▶ _ACTION ITEM_: Select every line below containing the word "Papeterie".

▶ _EXERCISE DATA_:
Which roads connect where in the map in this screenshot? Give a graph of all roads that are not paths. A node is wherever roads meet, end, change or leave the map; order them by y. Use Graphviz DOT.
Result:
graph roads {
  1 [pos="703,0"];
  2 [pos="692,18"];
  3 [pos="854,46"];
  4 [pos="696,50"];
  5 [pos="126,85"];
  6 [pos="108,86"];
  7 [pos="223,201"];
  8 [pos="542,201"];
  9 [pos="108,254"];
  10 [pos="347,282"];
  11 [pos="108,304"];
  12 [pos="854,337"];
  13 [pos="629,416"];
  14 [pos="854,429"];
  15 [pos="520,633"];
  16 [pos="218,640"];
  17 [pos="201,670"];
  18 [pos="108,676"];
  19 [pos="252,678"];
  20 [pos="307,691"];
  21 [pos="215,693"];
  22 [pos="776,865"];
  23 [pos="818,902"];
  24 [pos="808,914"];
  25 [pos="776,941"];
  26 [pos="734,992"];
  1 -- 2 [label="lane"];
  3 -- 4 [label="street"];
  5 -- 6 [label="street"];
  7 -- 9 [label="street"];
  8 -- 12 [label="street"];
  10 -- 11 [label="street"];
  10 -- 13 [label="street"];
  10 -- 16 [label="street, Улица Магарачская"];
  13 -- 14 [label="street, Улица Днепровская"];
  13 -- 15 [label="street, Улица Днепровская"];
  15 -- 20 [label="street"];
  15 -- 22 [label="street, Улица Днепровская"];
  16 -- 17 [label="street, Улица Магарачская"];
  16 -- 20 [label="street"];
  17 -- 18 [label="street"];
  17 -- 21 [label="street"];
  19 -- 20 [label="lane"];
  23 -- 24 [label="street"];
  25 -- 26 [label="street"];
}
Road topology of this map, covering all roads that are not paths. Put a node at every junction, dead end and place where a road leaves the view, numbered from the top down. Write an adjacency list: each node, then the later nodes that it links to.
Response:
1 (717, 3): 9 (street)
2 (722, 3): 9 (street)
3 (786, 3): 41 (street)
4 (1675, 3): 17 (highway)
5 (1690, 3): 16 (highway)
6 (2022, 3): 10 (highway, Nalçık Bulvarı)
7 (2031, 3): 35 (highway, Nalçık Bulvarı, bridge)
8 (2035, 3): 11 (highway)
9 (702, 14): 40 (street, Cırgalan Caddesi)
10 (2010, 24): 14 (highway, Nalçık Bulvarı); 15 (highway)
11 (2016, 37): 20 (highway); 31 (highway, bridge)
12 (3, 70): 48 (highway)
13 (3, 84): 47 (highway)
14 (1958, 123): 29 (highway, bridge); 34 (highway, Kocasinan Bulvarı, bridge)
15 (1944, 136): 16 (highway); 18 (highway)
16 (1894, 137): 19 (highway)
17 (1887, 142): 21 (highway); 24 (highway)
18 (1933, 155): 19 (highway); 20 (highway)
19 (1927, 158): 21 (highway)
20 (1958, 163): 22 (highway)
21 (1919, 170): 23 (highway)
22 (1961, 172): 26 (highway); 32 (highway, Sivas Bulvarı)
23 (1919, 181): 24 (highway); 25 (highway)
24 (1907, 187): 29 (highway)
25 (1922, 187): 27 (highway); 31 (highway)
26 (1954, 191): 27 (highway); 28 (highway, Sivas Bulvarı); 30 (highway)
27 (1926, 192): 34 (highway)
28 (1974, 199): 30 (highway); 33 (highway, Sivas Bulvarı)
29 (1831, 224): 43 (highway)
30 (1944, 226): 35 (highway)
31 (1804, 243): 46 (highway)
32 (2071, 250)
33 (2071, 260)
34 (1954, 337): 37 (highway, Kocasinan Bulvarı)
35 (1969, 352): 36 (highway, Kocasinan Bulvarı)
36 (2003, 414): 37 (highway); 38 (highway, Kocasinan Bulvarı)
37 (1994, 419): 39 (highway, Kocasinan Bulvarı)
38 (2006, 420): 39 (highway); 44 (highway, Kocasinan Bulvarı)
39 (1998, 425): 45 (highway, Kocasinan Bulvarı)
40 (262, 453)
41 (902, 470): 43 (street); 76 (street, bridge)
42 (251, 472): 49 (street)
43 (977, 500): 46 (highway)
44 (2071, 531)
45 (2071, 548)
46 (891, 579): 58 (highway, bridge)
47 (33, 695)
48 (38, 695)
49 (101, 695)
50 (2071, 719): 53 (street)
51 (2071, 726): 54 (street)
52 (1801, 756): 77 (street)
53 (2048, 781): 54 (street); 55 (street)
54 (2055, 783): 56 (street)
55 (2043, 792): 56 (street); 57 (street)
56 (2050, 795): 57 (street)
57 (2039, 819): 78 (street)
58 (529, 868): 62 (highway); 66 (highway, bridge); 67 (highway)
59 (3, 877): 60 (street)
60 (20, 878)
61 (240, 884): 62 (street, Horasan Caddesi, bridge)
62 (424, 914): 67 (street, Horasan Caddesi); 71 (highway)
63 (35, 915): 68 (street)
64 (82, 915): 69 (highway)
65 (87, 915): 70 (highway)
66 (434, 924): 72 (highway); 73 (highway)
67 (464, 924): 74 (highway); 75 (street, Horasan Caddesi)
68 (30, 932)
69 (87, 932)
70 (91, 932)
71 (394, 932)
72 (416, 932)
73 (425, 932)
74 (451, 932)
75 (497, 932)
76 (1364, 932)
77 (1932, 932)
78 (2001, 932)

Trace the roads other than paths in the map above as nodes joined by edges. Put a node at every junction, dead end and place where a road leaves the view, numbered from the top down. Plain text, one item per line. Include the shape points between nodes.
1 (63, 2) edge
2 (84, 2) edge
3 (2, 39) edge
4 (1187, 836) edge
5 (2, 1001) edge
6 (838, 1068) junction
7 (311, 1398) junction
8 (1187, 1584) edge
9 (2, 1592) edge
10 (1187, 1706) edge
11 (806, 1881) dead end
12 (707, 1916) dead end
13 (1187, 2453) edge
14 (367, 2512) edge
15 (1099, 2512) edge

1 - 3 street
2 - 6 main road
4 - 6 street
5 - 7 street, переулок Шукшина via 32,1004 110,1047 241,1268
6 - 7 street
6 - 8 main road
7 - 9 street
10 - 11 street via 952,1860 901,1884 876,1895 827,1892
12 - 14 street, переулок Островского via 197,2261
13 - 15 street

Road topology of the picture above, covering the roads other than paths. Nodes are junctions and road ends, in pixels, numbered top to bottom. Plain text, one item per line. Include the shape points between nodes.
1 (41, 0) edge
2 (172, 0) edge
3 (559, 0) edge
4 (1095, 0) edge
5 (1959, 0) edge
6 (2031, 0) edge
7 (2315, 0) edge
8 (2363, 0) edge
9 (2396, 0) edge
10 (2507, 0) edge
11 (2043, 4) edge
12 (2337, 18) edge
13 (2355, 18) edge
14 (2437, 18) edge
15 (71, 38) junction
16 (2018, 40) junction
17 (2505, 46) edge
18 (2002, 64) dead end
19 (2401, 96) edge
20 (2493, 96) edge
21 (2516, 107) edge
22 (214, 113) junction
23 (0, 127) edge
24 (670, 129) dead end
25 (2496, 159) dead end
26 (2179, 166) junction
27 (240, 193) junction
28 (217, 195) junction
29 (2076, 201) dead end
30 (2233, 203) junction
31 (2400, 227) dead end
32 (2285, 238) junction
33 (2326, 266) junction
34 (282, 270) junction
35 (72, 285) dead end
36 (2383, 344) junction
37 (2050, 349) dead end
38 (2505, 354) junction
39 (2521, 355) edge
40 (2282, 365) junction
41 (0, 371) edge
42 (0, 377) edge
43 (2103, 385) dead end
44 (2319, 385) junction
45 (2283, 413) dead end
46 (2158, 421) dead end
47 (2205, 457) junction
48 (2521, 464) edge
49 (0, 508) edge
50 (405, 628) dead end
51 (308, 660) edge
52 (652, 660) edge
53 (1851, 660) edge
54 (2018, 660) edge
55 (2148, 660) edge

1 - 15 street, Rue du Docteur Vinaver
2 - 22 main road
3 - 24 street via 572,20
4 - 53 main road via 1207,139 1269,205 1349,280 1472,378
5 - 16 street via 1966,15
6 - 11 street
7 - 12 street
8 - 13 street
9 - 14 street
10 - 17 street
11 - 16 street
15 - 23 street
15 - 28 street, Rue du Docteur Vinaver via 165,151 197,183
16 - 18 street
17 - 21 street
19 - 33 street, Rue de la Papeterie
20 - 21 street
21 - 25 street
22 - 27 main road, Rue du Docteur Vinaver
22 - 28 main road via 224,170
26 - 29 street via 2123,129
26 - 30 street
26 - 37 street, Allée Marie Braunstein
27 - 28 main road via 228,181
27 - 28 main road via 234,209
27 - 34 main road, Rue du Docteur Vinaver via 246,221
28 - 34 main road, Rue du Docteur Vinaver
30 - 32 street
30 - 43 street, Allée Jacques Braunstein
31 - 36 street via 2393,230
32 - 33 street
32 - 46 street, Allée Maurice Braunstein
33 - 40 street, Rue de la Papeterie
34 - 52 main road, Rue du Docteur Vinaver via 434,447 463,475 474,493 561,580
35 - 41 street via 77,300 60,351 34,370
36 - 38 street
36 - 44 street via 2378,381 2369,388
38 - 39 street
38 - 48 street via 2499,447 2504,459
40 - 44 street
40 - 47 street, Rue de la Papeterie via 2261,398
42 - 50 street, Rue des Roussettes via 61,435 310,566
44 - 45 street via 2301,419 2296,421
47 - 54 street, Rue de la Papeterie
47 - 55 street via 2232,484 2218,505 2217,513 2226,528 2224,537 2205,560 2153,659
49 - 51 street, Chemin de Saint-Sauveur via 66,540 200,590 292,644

▶ _YOUR RESPONSE_:
19 - 33 street, Rue de la Papeterie
33 - 40 street, Rue de la Papeterie
40 - 47 street, Rue de la Papeterie via 2261,398
47 - 54 street, Rue de la Papeterie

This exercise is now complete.